Published: Wednesday, January 19, 2005 at 6:01 a.m.
Last Modified: Tuesday, January 18, 2005 at 11:13 p.m.
WASHINGTON - The Supreme Court prolonged the legal limbo of hundreds of terror suspects in a U.S. military prison in Cuba, refusing on Tuesday to consider whether the government's plan for military trials unfairly denies them basic legal rights.
So far only a handful of the 550 detainees from about 40 countries have been charged with war crimes. More are expected once courts sort out how they may be tried.
The legal uncertainty surrounding the men, many of whom were captured during the U.S.-led war in Afghanistan in 2001, has prompted international criticism and spawned multiple court fights.
The Supreme Court had been asked to use an appeal by Osama bin Laden's former driver to decide whether the Bush administration is trying to shortcut defendants' rights by holding a type of military trial last used during World War II.
A federal judge ruled last fall that Salim Ahmed Hamdan and others put on trial at the Guantanamo Bay Naval Base should be allowed to confront witnesses and see evidence against them, which are standard under military justice rules but are not guaranteed to detainees.
The Supreme Court rejected the case Tuesday, which was not surprising because an appeals court also is considering the issue and has scheduled arguments for March 8.
In addition, the court heard three significant terrorism cases last year and was not expected to take on another big one so soon.
It was a minor victory for the government, which was ordered by the Supreme Court last year to give detainees in the United States and Cuba more legal rights.
Since those landmark decisions, lawsuits have been filed in Washington on behalf of dozens of detainees claiming they are being wrongly held. Some of those cases eventually will make it to the Supreme Court. The government also has been sued for millions of dollars in damages by inmates claiming mistreatment.
Jose Padilla, a U.S. citizen suspected of terrorism, who is being held without charge in Charleston, S.C., is trying to win his freedom in a South Carolina court.
Separately, a Supreme Court appeal was filed this month on behalf of Zacarias Moussaoui, the only defendant charged in U.S. courts in an alleged al-Qaida conspiracy that included the Sept. 11, 2001, attacks. Moussaoui, a French citizen, wants access to al-Qaida witnesses during his trial.
Meanwhile, three years have passed since some of the Guantanamo Bay detainees were arrested and Moussaoui was indicted. Legal wrangling is expected to continue for another year or more.
"It's pretty messy," said Carl Tobias, a law professor at the University of Richmond. He said international leaders have been watching the Hamdan case closely and are eager for a speedy resolution.

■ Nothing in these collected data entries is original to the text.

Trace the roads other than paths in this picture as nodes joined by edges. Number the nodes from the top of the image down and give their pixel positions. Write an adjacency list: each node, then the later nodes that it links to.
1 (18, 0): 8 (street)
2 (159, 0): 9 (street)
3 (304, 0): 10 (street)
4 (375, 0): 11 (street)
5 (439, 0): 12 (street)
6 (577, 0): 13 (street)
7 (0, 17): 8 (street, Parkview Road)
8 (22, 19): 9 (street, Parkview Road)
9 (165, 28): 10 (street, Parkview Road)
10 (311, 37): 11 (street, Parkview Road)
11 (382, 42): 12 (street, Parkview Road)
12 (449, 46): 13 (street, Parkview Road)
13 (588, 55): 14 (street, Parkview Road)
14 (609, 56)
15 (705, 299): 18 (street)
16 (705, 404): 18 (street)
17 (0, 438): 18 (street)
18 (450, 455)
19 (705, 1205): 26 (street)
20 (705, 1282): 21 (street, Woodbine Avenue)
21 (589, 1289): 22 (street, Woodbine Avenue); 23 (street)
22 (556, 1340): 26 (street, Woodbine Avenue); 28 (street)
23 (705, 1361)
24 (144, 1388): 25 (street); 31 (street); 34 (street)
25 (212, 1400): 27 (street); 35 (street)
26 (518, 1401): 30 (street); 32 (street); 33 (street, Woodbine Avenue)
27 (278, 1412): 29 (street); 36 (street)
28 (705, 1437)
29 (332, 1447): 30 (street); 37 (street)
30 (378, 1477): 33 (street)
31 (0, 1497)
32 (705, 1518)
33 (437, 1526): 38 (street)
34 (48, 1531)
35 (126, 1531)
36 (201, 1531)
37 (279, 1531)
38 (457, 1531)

Human rights groups and hundreds of members of the British and European parliaments encouraged the court to make a special exception to hear the appeal.
"The entire commission process, and all pending challenges to it, have ground to a halt," justices were told by Neal Katyal, one of Hamdan's attorneys.

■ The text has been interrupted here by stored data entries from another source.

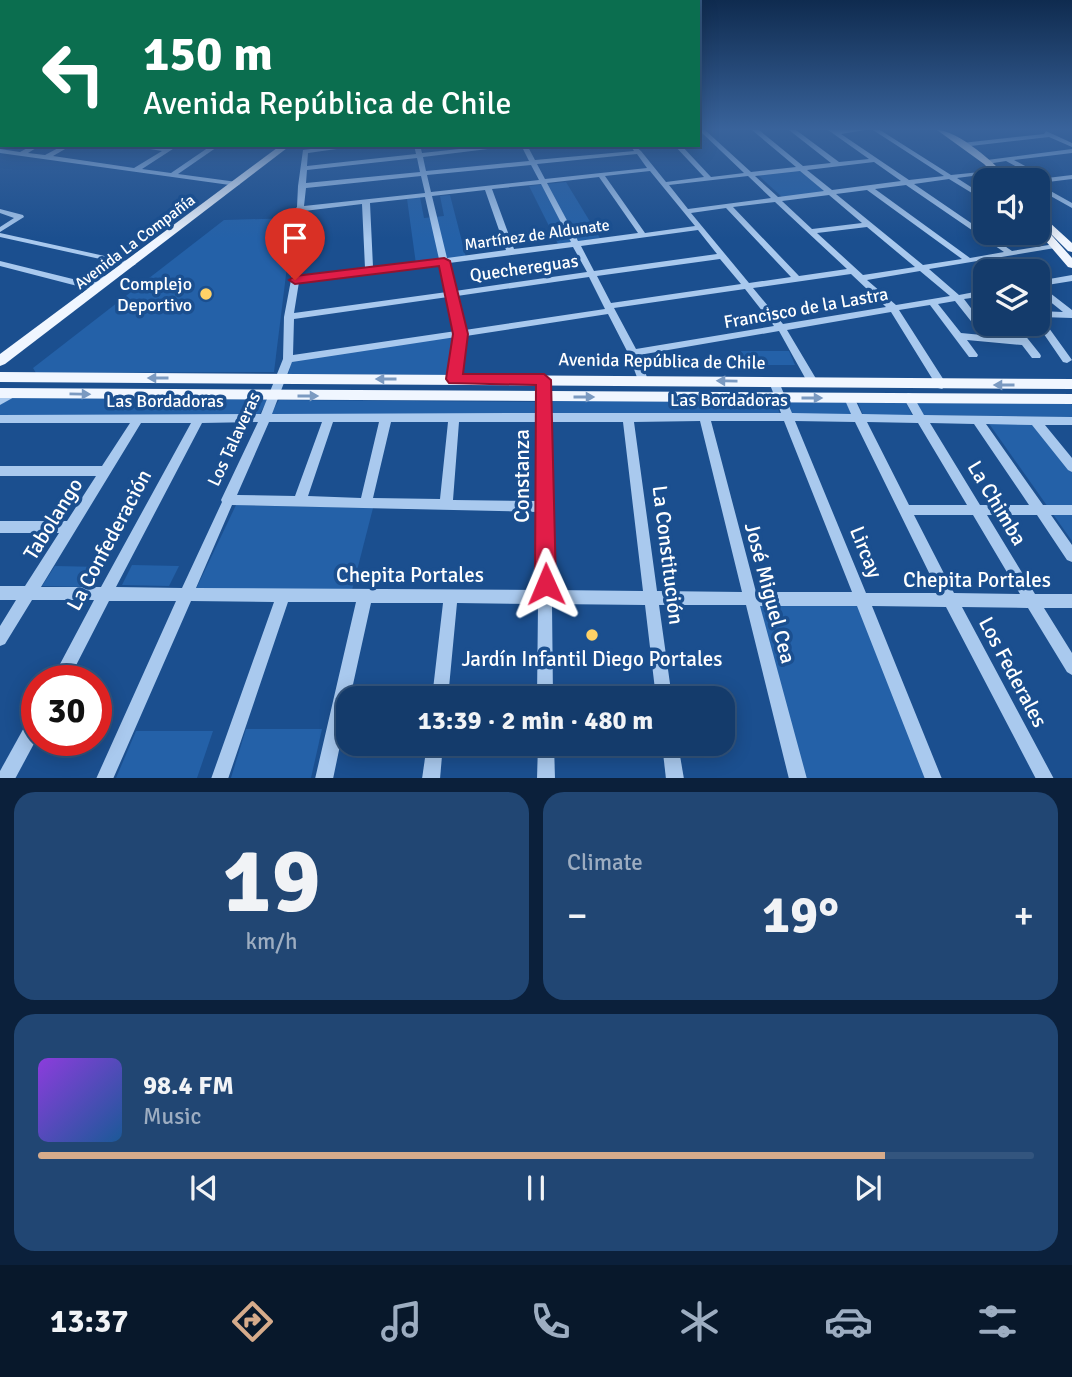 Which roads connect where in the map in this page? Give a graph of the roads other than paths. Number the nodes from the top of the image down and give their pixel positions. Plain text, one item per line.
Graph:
1 (107, 166) edge
2 (141, 166) edge
3 (185, 166) edge
4 (260, 166) edge
5 (318, 166) edge
6 (421, 166) edge
7 (485, 166) edge
8 (537, 166) edge
9 (651, 166) edge
10 (698, 166) edge
11 (742, 166) edge
12 (816, 166) edge
13 (883, 166) edge
14 (932, 166) edge
15 (988, 167) edge
16 (303, 168) joint
17 (801, 168) junction
18 (653, 169) junction
19 (135, 170) junction
20 (423, 173) junction
21 (750, 174) junction
22 (172, 175) junction
23 (601, 175) junction
24 (949, 177) junction
25 (709, 178) junction
26 (1070, 179) edge
27 (544, 181) junction
28 (1050, 181) edge
29 (907, 182) junction
30 (237, 184) junction
31 (664, 184) junction
32 (301, 187) junction
33 (868, 187) junction
34 (488, 188) junction
35 (1050, 190) edge
36 (831, 192) junction
37 (973, 192) edge
38 (429, 194) junction
39 (777, 199) junction
40 (366, 201) junction
41 (728, 206) junction
42 (1072, 206) edge
43 (299, 209) junction
44 (0, 211) edge
45 (686, 211) junction
46 (869, 224) junction
47 (1050, 227) edge
48 (699, 228) junction
49 (811, 231) junction
50 (0, 232) edge
51 (643, 235) junction
52 (1050, 240) edge
53 (575, 244) junction
54 (1055, 246) junction
55 (1072, 249) edge
56 (511, 252) junction
57 (1009, 252) junction
58 (722, 256) junction
59 (967, 259) junction
60 (444, 261) junction
61 (0, 263) edge
62 (128, 264) junction
63 (1072, 265) edge
64 (921, 267) junction
65 (369, 271) junction
66 (591, 274) junction
67 (857, 274) junction
68 (1072, 278) edge
69 (295, 280) junction
70 (798, 280) junction
71 (1050, 283) edge
72 (748, 287) junction
73 (452, 294) junction
74 (1050, 296) edge
75 (973, 297) edge
76 (958, 298) junction
77 (932, 302) junction
78 (609, 309) junction
79 (894, 309) junction
80 (1072, 315) edge
81 (1050, 316) edge
82 (289, 317) junction
83 (782, 329) junction
84 (461, 334) junction
85 (1050, 334) edge
86 (958, 335) junction
87 (1020, 336) edge
88 (989, 338) junction
89 (1025, 342) junction
90 (633, 354) junction
91 (973, 355) dead end
92 (1036, 356) dead end
93 (288, 359) junction
94 (1067, 360) dead end
95 (0, 361) edge
96 (0, 377) edge
97 (281, 379) junction
98 (454, 379) junction
99 (544, 380) junction
100 (643, 380) junction
101 (774, 382) junction
102 (813, 382) junction
103 (1072, 384) edge
104 (942, 385) junction
105 (4, 396) edge
106 (275, 396) junction
107 (780, 397) junction
108 (908, 397) junction
109 (545, 398) junction
110 (849, 398) junction
111 (1072, 399) edge
112 (704, 417) junction
113 (788, 417) junction
114 (264, 418) junction
115 (329, 418) junction
116 (386, 418) junction
117 (454, 418) junction
118 (544, 418) junction
119 (628, 418) junction
120 (860, 418) junction
121 (0, 419) edge
122 (138, 419) junction
123 (198, 419) junction
124 (921, 419) junction
125 (977, 419) junction
126 (1035, 421) junction
127 (1072, 421) edge
128 (1072, 467) edge
129 (0, 471) edge
130 (105, 471) junction
131 (227, 499) junction
132 (300, 502) junction
133 (366, 503) junction
134 (446, 504) junction
135 (544, 507) junction
136 (905, 510) junction
137 (976, 510) junction
138 (1040, 510) junction
139 (1072, 510) edge
140 (0, 527) edge
141 (70, 527) junction
142 (1072, 556) edge
143 (0, 593) edge
144 (29, 593) junction
145 (107, 594) junction
146 (186, 594) junction
147 (283, 595) junction
148 (365, 596) junction
149 (451, 597) junction
150 (544, 597) junction
151 (650, 598) junction
152 (749, 599) junction
153 (863, 600) junction
154 (950, 600) junction
155 (1032, 601) junction
156 (1072, 601) edge
157 (0, 639) edge
158 (68, 665) edge
159 (1072, 667) edge
160 (441, 686) edge
161 (545, 686) edge
162 (662, 686) edge
163 (21, 750) edge
164 (434, 756) edge
165 (546, 756) edge
166 (672, 756) edge
167 (6, 778) edge
168 (104, 778) edge
169 (219, 778) edge
170 (324, 778) edge
171 (431, 778) edge
172 (546, 778) edge
173 (675, 778) edge
174 (798, 778) edge
175 (934, 778) edge
176 (1045, 778) edge

1 - 19 street
2 - 19 street
3 - 22 street
4 - 30 main road, Avenida La Compañía
5 - 16 street
6 - 20 street
7 - 20 street
8 - 27 street
9 - 18 street
10 - 25 street
11 - 21 street
12 - 17 street
13 - 29 street
14 - 24 street
15 - 24 street
16 - 32 street, Los Talaveras
17 - 21 street
17 - 36 street
18 - 23 street
18 - 31 street
19 - 22 street
20 - 32 street
20 - 38 street
21 - 25 street
21 - 39 street
22 - 30 street
23 - 27 street
23 - 51 street
24 - 29 street
24 - 37 street
25 - 31 street
26 - 28 street
27 - 34 street
27 - 53 street
29 - 33 street
29 - 57 street
30 - 62 main road, Avenida La Compañía
31 - 45 street
32 - 43 street, Los Talaveras
33 - 36 street
33 - 59 street
34 - 38 street
34 - 56 street
35 - 42 street
36 - 39 street
36 - 46 street
38 - 40 street
38 - 60 street
39 - 41 street
39 - 49 street
40 - 43 street
40 - 65 street
41 - 45 street
41 - 70 street
43 - 69 street, Los Talaveras
44 - 50 street
45 - 48 street
46 - 49 street
46 - 64 street
47 - 55 main road
48 - 51 street, Martínez de Aldunate
48 - 58 street
49 - 67 street
50 - 62 street
51 - 53 street, Martínez de Aldunate
52 - 54 main road
53 - 56 street, Martínez de Aldunate
53 - 66 street
54 - 57 street
54 - 63 main road
56 - 60 street, Martínez de Aldunate
57 - 59 street
58 - 66 street, Quechereguas
58 - 72 street
59 - 64 street
60 - 65 street, Martínez de Aldunate
60 - 73 street
61 - 62 street
62 - 95 main road, Avenida La Compañía
64 - 67 street
64 - 76 street
65 - 69 street, Martínez de Aldunate
66 - 73 street, Quechereguas
66 - 78 street
67 - 70 street
67 - 79 street
68 - 71 street
69 - 82 street, Los Talaveras
70 - 72 street
72 - 78 street
72 - 83 street
73 - 82 street, Quechereguas
73 - 84 street
74 - 80 street
75 - 76 street, Francisco de la Lastra
76 - 77 street, Francisco de la Lastra
76 - 88 street
77 - 79 street, Francisco de la Lastra
77 - 86 street
78 - 84 street
78 - 90 street
79 - 83 street, Francisco de la Lastra
79 - 104 street
80 - 81 street
82 - 93 street, Los Talaveras
83 - 90 street, Francisco de la Lastra
83 - 102 street
84 - 93 street
84 - 98 street
85 - 94 street
86 - 88 street
86 - 91 street
87 - 89 street
88 - 89 street
89 - 92 street
90 - 100 street
93 - 97 street, Los Talaveras
97 -> 96 main road, Avenida República de Chile
98 -> 97 main road, Avenida República de Chile
97 - 106 street, Los Talaveras
98 - 99 main road, Avenida República de Chile
99 - 100 main road, Avenida República de Chile
99 - 109 street, Constanza
101 -> 100 main road, Avenida República de Chile
101 - 102 main road, Avenida República de Chile
101 - 107 street, Lircay
102 - 104 main road, Avenida República de Chile
103 -> 104 main road, Avenida República de Chile
105 -> 106 main road, Avenida República de Chile
106 -> 109 main road, Avenida República de Chile
106 - 114 street, Los Talaveras
109 -> 107 main road, Avenida República de Chile
107 -> 110 main road, Avenida República de Chile
107 - 113 street, Lircay
108 - 110 main road, Avenida República de Chile
108 - 111 main road, Avenida República de Chile
108 - 124 street, La Chimba
109 - 118 street, Constanza
110 - 120 street, Los Federales
112 - 113 street, Las Bordadoras
112 - 119 street, Las Bordadoras
112 - 152 street, José Miguel Cea
113 - 120 street, Las Bordadoras
113 - 153 street, Lircay
114 - 115 street, Las Bordadoras
114 - 123 street, Las Bordadoras
114 - 131 street, Los Talaveras
115 - 116 street, Las Bordadoras
115 - 132 street
116 - 117 street, Las Bordadoras
116 - 133 street
117 - 118 street, Las Bordadoras
117 - 134 street
118 - 119 street, Las Bordadoras
118 - 135 street, Constanza
119 - 151 street, La Constitución
120 - 124 street, Las Bordadoras
120 - 136 street, Los Federales
121 - 122 street, Las Bordadoras
122 - 123 street, Las Bordadoras
122 - 130 street, Tabolango
123 - 145 street, La Confederación
124 - 125 street, Las Bordadoras
124 - 137 street, La Chimba
125 - 126 street, Las Bordadoras
125 - 138 street
126 - 127 street, Las Bordadoras
126 - 128 street
129 - 130 street
130 - 141 street, Tabolango
131 - 132 street
131 - 146 street, Los Talaveras
132 - 133 street
133 - 134 street
134 - 135 street
135 - 150 street, Constanza
136 - 137 street
136 - 154 street, Los Federales
137 - 138 street
137 - 155 street, La Chimba
138 - 139 street
138 - 142 street
140 - 141 street
141 - 144 street, Tabolango
143 - 144 street, Chepita Portales
144 - 145 street, Chepita Portales
144 - 157 street, Tabolango
145 - 146 street, Chepita Portales
145 - 158 street, La Confederación
146 - 147 street, Chepita Portales
146 - 168 street, Los Talaveras
147 - 148 street, Chepita Portales
147 - 169 street
148 - 149 street, Chepita Portales
148 - 170 street
149 - 150 street, Chepita Portales
149 - 160 street
150 - 151 street, Chepita Portales
150 - 161 street, Constanza
151 - 152 street, Chepita Portales
151 - 162 street, La Constitución
152 - 153 street, Chepita Portales
152 - 174 street, José Miguel Cea
153 - 154 street, Chepita Portales
153 - 175 street, Lircay
154 - 155 street, Chepita Portales
154 - 176 street, Los Federales
155 - 156 street, Chepita Portales
155 - 159 street, La Chimba
163 - 167 street
164 - 171 street
165 - 172 street
166 - 173 street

Hamdan, a Yemeni, is charged with conspiracy to commit war crimes, murder and terrorism. He contends he is innocent.
Bush administration lawyer Paul Clement had urged justices to avoid jumping into a case "where the military proceedings involve enforcement of the law of war in the midst of an ongoing armed conflict against an enemy force that is targeting civilians for mass death."
In military commission trials, prosecutors can seek the death penalty and rules of evidence are more favorable to the government. People who are convicted have only limited rights of appeal. Hamdan's lawyer argued in his appeal that Congress did not authorize the trials.
"It is heading toward a significant Supreme Court ruling, just not this term," said Eric M. Freedman, a law professor at Hofstra University who doubts that the government will succeed in holding military trials.
Richard Samp, chief attorney for the conservative Washington Legal Foundation, predicts trials will be held, but possibly under revised guidelines.
Hamdan was to have been the first person put on trial, but U.S. District Judge James Robertson stepped in last November to block it.
Robertson's ruling is now being reviewed by a three-judge appeals court panel. The judges, all conservative, are expected to be less sympathetic to Hamdan, Samp said.
The case is Hamdan v. Rumsfeld, 04-702.